6. Requirement to Provide Personal Data

Some personal data is required to enter into and manage a contract and to provide services (for example, contact and invoicing details). If you do not provide required data, we may not be able to provide services or respond to requests. Marketing and cookie consents are voluntary.

7. Recipients and Disclosures

Personal data is processed only by Pinja personnel and trusted service providers where needed for business operations. We do not sell personal data.

We may share personal data with:

  • IT infrastructure and security providers
  • Business and service tools (e.g., CRM, marketing automation, documentation, support ticketing, communications tools)
  • Subcontractors involved in service delivery
  • Marketing and sales partners supporting lead generation, campaigns or events
  • Auditors, consultants, and advisors
  • Authorities and courts when required by law

Where a recipient acts as our processor, we require appropriate contractual safeguards (including data processing agreements).

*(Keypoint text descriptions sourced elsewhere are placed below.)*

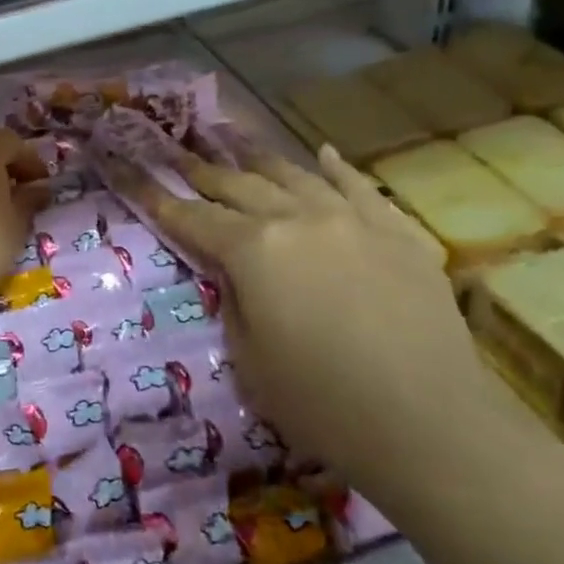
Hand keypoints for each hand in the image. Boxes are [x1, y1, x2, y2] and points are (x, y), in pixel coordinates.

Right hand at [145, 144, 533, 509]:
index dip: (157, 197)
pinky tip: (322, 153)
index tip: (131, 171)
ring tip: (234, 138)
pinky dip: (335, 169)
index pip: (192, 217)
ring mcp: (352, 219)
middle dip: (202, 170)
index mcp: (253, 249)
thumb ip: (234, 301)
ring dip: (259, 157)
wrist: (432, 425)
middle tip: (178, 152)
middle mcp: (297, 218)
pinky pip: (359, 188)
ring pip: (294, 175)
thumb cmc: (323, 404)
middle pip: (238, 185)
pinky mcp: (397, 233)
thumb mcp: (250, 359)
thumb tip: (234, 274)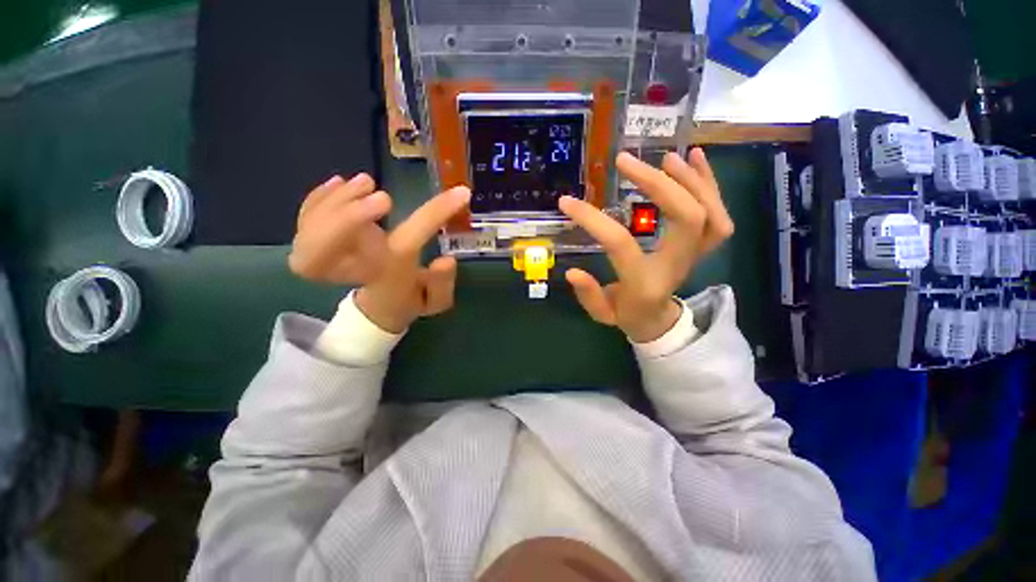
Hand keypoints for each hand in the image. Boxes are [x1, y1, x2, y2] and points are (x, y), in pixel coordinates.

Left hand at [288, 173, 471, 332]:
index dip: (435, 214)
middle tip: (384, 198)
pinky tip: (339, 183)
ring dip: (336, 201)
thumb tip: (446, 259)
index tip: (461, 194)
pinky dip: (317, 198)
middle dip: (347, 219)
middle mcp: (352, 270)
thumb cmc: (409, 299)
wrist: (377, 309)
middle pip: (325, 250)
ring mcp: (326, 259)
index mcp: (388, 277)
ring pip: (310, 232)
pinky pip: (303, 221)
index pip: (409, 243)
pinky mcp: (313, 245)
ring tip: (366, 183)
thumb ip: (442, 284)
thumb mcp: (434, 300)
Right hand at [559, 148, 733, 342]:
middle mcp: (677, 264)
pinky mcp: (701, 245)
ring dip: (689, 178)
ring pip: (709, 211)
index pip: (620, 243)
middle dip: (657, 183)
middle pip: (685, 216)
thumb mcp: (601, 313)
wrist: (658, 320)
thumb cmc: (627, 314)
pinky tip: (693, 157)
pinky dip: (709, 183)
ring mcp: (695, 253)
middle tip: (625, 161)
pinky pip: (718, 214)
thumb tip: (571, 271)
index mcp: (644, 282)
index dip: (593, 220)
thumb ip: (588, 295)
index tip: (567, 202)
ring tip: (665, 156)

8. International Transfers

We primarily process personal data in the EU/EEA. Some of our service providers may process data outside the EU/EEA (for example, in the United States). In such cases, we rely on recognized transfer safeguards, such as the EU-US Data Privacy Framework (DPF) and/or EU Standard Contractual Clauses (SCCs), and additional safeguards where required.

9. Retention

We retain personal data only for as long as necessary for the purposes described above and/or as required by law. In general:

  • Contract and relationship data: for the duration of the relationship and afterwards as needed for claims handling and legal obligations
  • Accounting and financial records: retained as required by applicable accounting and tax laws
  • Marketing data: retained until you unsubscribe or after a reasonable period of inactivity, unless we have another lawful reason to retain it
  • Security logs: retained for a limited period unless required for investigation or compliance

10. Data Subject Rights and Requests

Depending on the processing and legal basis, you have the right to request access to, rectification (correction) of, deletion of, restriction of, and portability of your personal data where applicable (e.g., where processing is based on consent or contract and carried out by automated means). You also have the right to object to processing based on legitimate interest (including direct marketing) and to withdraw consent at any time where processing is based on consent.

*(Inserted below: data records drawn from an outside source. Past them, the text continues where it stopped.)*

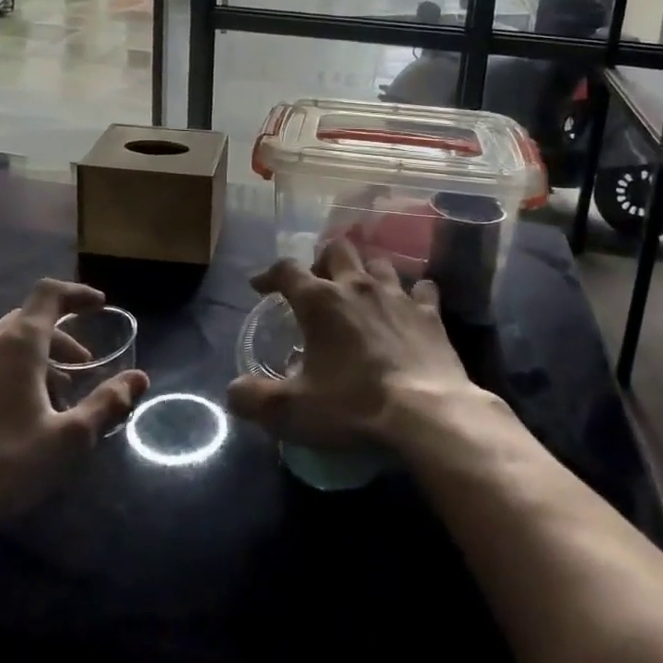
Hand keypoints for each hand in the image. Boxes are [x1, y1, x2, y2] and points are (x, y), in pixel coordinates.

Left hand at [0, 279, 148, 532]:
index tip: (98, 306)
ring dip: (28, 361)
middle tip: (80, 367)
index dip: (76, 294)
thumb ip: (107, 404)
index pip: (49, 295)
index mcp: (17, 345)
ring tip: (45, 398)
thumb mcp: (70, 438)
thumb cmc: (7, 464)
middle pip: (25, 322)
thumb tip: (139, 378)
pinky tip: (1, 418)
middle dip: (58, 337)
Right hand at [226, 238, 476, 450]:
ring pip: (378, 263)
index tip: (259, 286)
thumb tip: (233, 392)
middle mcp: (357, 286)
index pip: (286, 270)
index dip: (269, 274)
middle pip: (337, 249)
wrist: (426, 413)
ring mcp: (397, 295)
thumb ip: (254, 399)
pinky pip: (422, 289)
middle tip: (317, 283)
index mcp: (319, 301)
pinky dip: (414, 293)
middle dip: (323, 260)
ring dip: (366, 271)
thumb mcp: (292, 411)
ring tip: (361, 291)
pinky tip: (411, 305)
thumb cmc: (353, 406)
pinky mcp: (430, 313)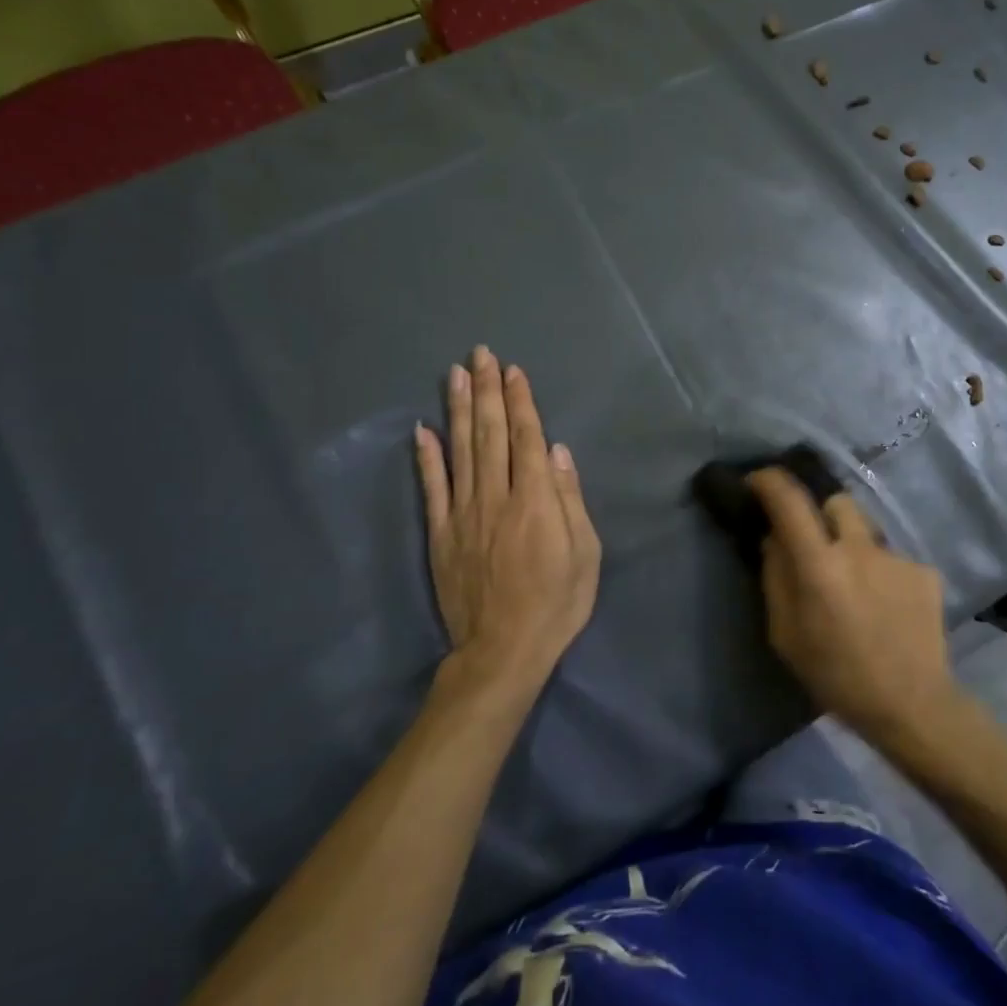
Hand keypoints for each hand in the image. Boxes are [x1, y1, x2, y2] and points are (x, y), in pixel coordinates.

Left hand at [415, 347, 600, 695]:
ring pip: (459, 450)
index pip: (525, 438)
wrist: (503, 650)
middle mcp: (496, 497)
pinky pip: (432, 488)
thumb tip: (557, 452)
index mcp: (535, 500)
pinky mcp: (441, 533)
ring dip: (457, 409)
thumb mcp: (585, 554)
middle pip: (490, 433)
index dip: (519, 401)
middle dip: (487, 391)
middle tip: (481, 355)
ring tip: (454, 374)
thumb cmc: (556, 602)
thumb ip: (569, 499)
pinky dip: (426, 457)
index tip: (513, 370)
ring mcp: (463, 513)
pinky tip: (421, 429)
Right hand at [746, 468, 957, 745]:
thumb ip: (775, 579)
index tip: (757, 482)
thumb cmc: (836, 676)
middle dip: (819, 513)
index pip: (789, 500)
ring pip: (866, 530)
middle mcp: (859, 549)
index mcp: (819, 566)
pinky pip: (891, 558)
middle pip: (835, 501)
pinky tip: (885, 606)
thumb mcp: (785, 635)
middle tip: (814, 542)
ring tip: (855, 585)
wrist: (912, 705)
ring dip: (852, 545)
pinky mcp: (924, 571)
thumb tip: (774, 540)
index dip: (769, 481)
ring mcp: (897, 557)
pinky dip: (881, 573)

We may ask you to verify your identity. We respond to privacy requests without undue delay and aim to respond within one month. If the request is complex, the deadline may be extended by up to two additional months as permitted by law, and we will inform you accordingly. Requests related to direct marketing and consent withdrawals are implemented as soon as reasonably possible.

If you believe we have processed your personal data unlawfully, you have the right to lodge a complaint with a supervisory authority, in particular in the Member State of your residence (e.g., the Office of the Data Protection Ombudsman in Finland).

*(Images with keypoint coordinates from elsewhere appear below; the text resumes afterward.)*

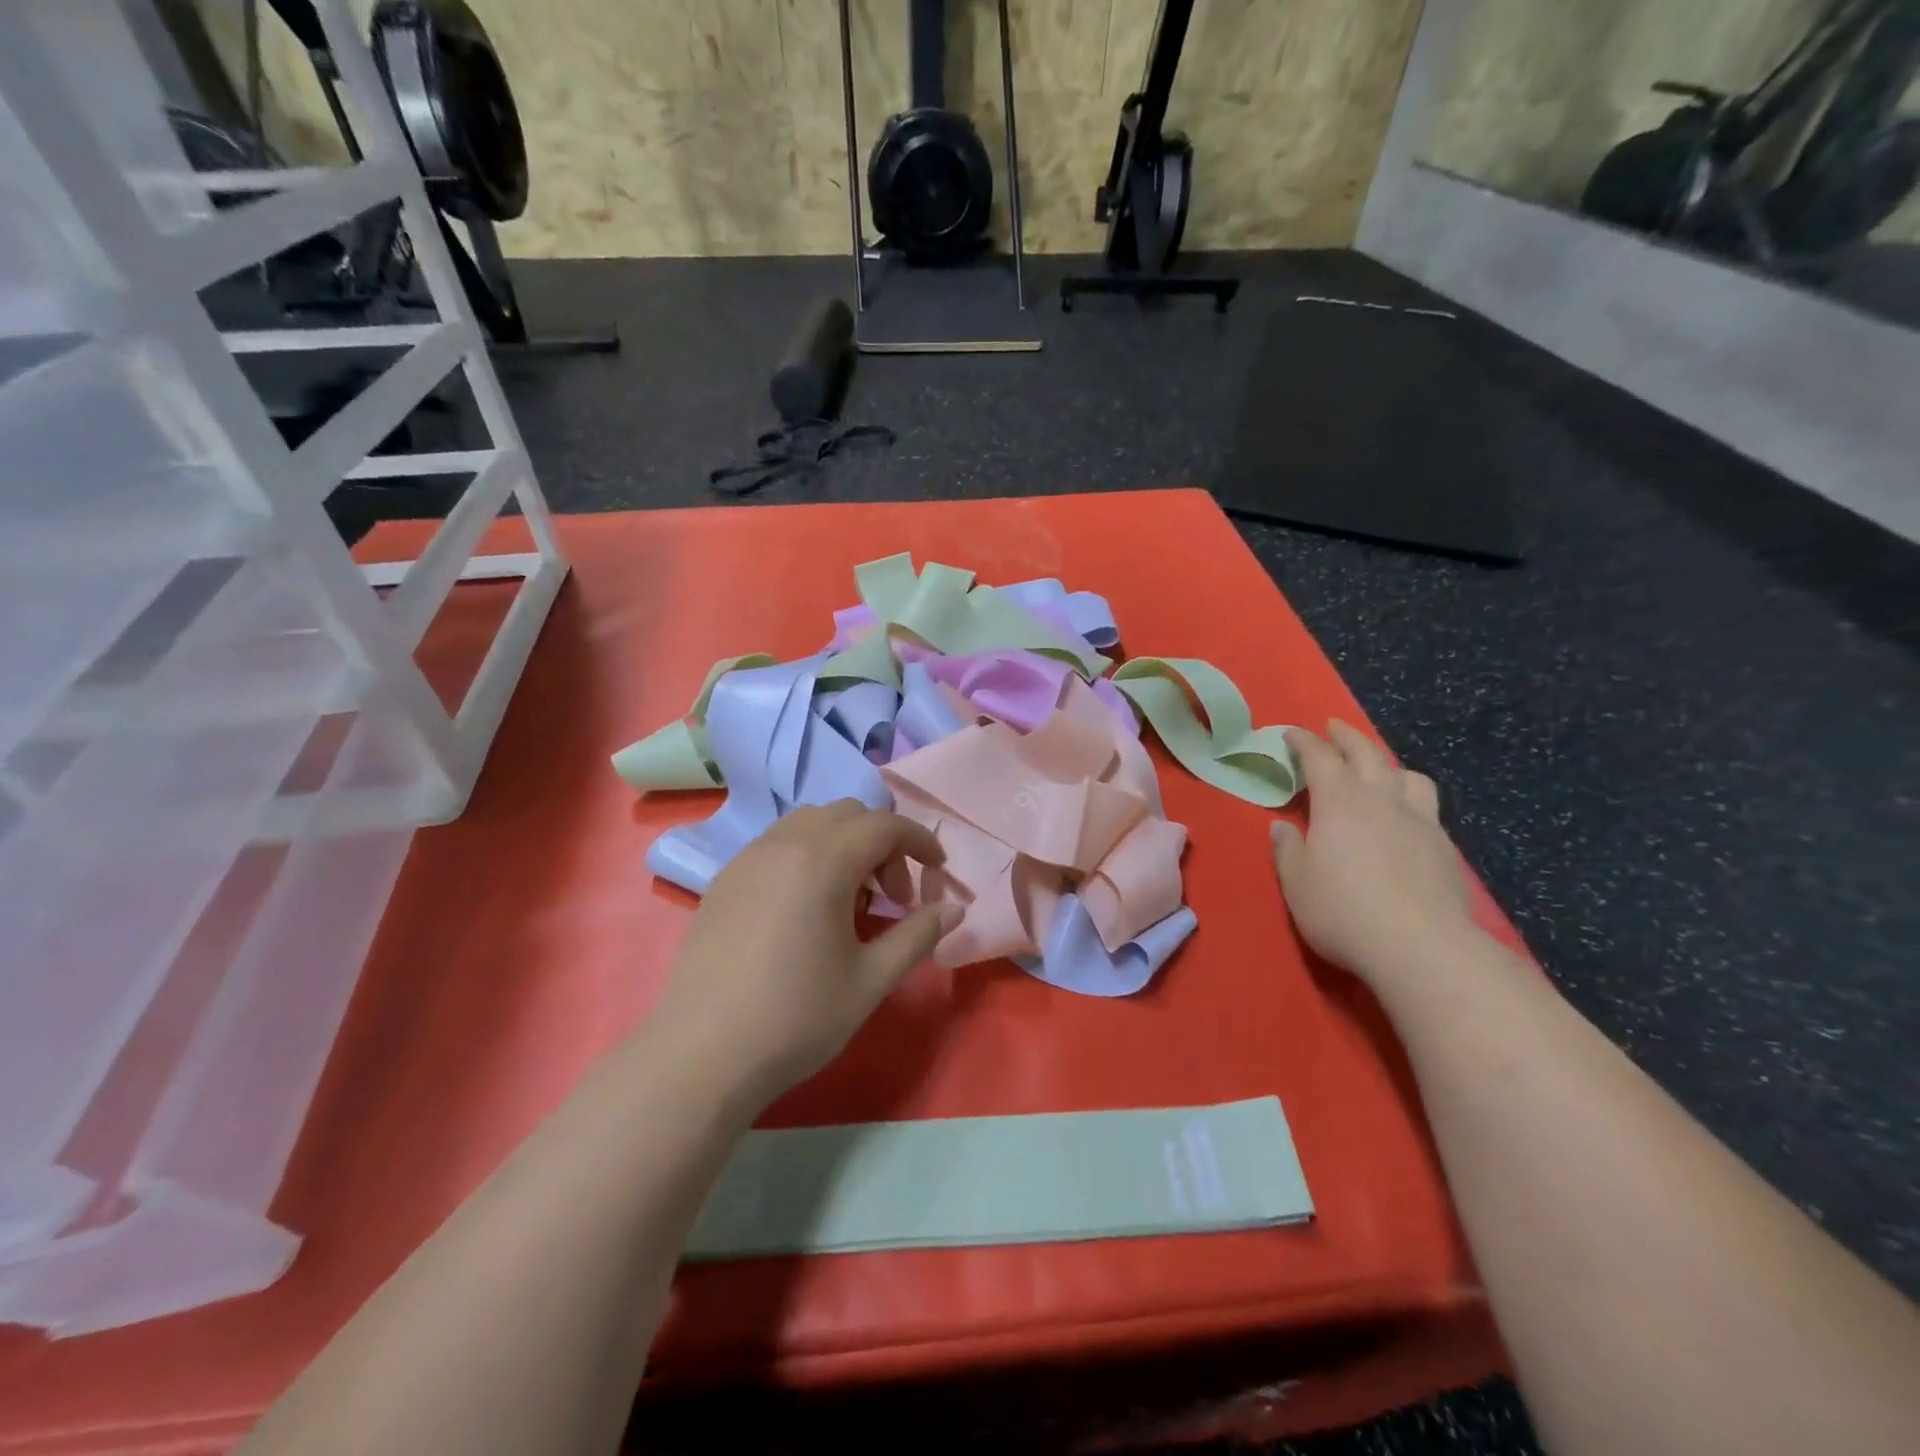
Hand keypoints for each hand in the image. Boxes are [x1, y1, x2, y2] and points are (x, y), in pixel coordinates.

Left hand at [650, 801, 954, 1111]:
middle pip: (848, 814)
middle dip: (883, 843)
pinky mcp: (724, 879)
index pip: (885, 825)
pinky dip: (809, 855)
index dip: (920, 841)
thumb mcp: (870, 981)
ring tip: (851, 899)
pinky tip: (807, 907)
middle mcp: (783, 844)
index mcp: (823, 861)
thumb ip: (917, 936)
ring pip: (810, 822)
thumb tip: (954, 909)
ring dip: (844, 845)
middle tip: (893, 896)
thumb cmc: (796, 1018)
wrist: (700, 1057)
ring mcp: (748, 858)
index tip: (939, 872)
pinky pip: (779, 843)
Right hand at [1271, 721, 1479, 988]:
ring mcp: (1420, 822)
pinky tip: (1406, 817)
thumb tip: (1282, 828)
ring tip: (1378, 770)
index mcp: (1340, 803)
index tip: (1291, 733)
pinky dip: (1410, 797)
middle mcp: (1382, 801)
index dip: (1304, 742)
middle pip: (1367, 754)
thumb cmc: (1344, 912)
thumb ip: (1288, 851)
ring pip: (1408, 775)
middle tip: (1333, 728)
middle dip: (1347, 737)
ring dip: (1388, 764)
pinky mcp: (1445, 848)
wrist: (1423, 948)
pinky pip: (1428, 807)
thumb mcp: (1296, 884)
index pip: (1320, 758)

11. Cookies and Similar Technologies

We use cookies and similar technologies on our public website for essential site functionality, analytics and performance, and marketing and communication effectiveness.

Where required by law, we use consent-based cookies (such as analytics/marketing cookies) only after you have given consent via our cookie banner/settings.

You can change your cookie preferences at any time via the “Cookie Settings” link in the website footer or through your browser settings. Embedded third-party content (such as videos or social media) may set their own cookies.